Increased contextual fear conditioning in iNOS knockout mice: additional evidence for the involvement of nitric oxide in stress-related disorders and contribution of the endocannabinoid system.

Background: Inducible (iNOS) or neuronal (nNOS) nitric oxide synthase gene deletion increases or decreases anxiety-like behavior in mice, respectively. Since NO and endocannabinoids (ECBs) interact to modulate defensive behavior, the former effect could involve a compensatory increase in basal brain NOS activity and/or changes in the ECB system. Thus, we investigated the expression and extinction of contextual fear conditioning (CFC) of iNOS knockout (KO) mice and possible involvement of ECBs in these responses. Methods: We evaluated the effects of a preferential nNOS inhibitor, 7-nitroindazol (7-NI), NOS activity and mRNA changes of nitrergic and ECB systems components in the medial prefrontal cortex (MPFC) and hippocampus (HIP) of wild-type (WT) and KO mice. The effects of URB597, an inhibitor of the FAAH enzyme, which metabolize the ECB anandamide, WIN55,212-2, a non-selective cannabinoid agonist, and AM281, a selective CB1 antagonist, on CFC were also evaluated.

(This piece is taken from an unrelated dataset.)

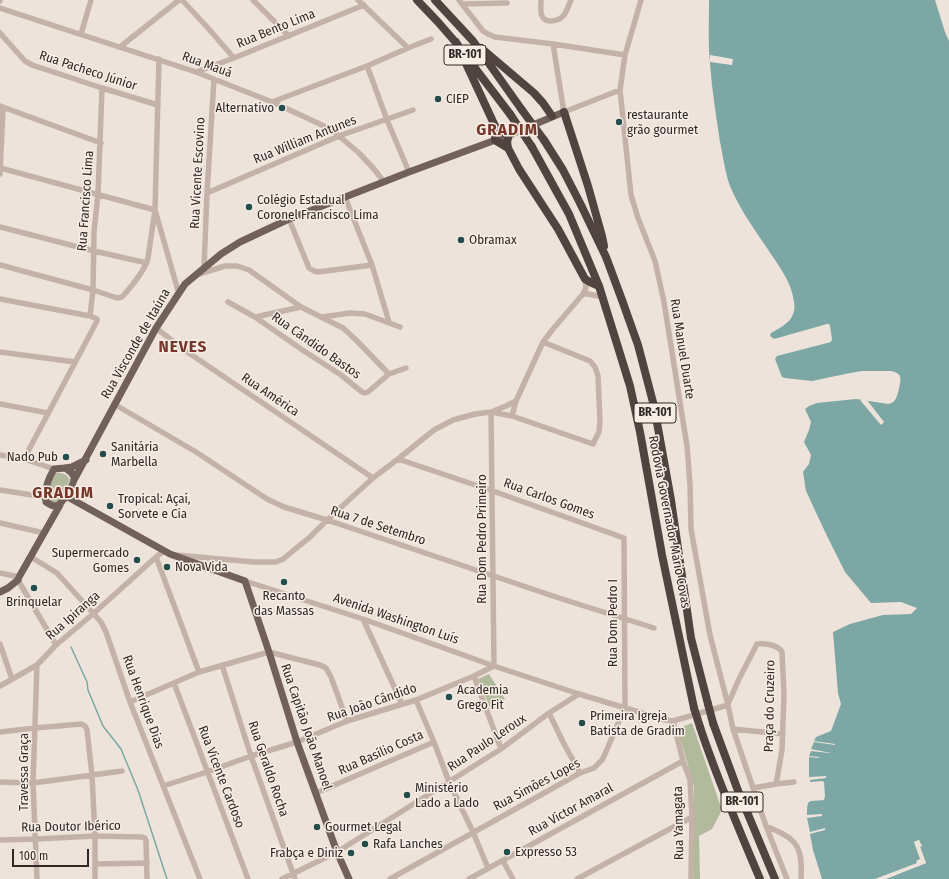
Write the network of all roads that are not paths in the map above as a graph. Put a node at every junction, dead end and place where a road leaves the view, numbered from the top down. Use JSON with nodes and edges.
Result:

Results: CFC expression was similar in WT and KO mice, but KO presented extinction deficits and increased basal NOS activity in the MPFC. 7-NI decreased fear expression and facilitated extinction in WT and KO mice. URB597 decreased fear expression in WT mice and facilitated extinction in KO mice whereas WIN and AM281 increased it in WT mice. Non-conditioned KO mice showed changes in the mRNA expression of nitrergic and ECB system components in the MPFC and HIP that were modified by fear conditioning. Conclusion: These data reinforce the involvement of the NO and ECBs (anandamide) in stress-related disorders and point out to a deregulation of the ECB system in situations where NO signaling is increased.
© The Author 2014. Published by Oxford University Press on behalf of CINP.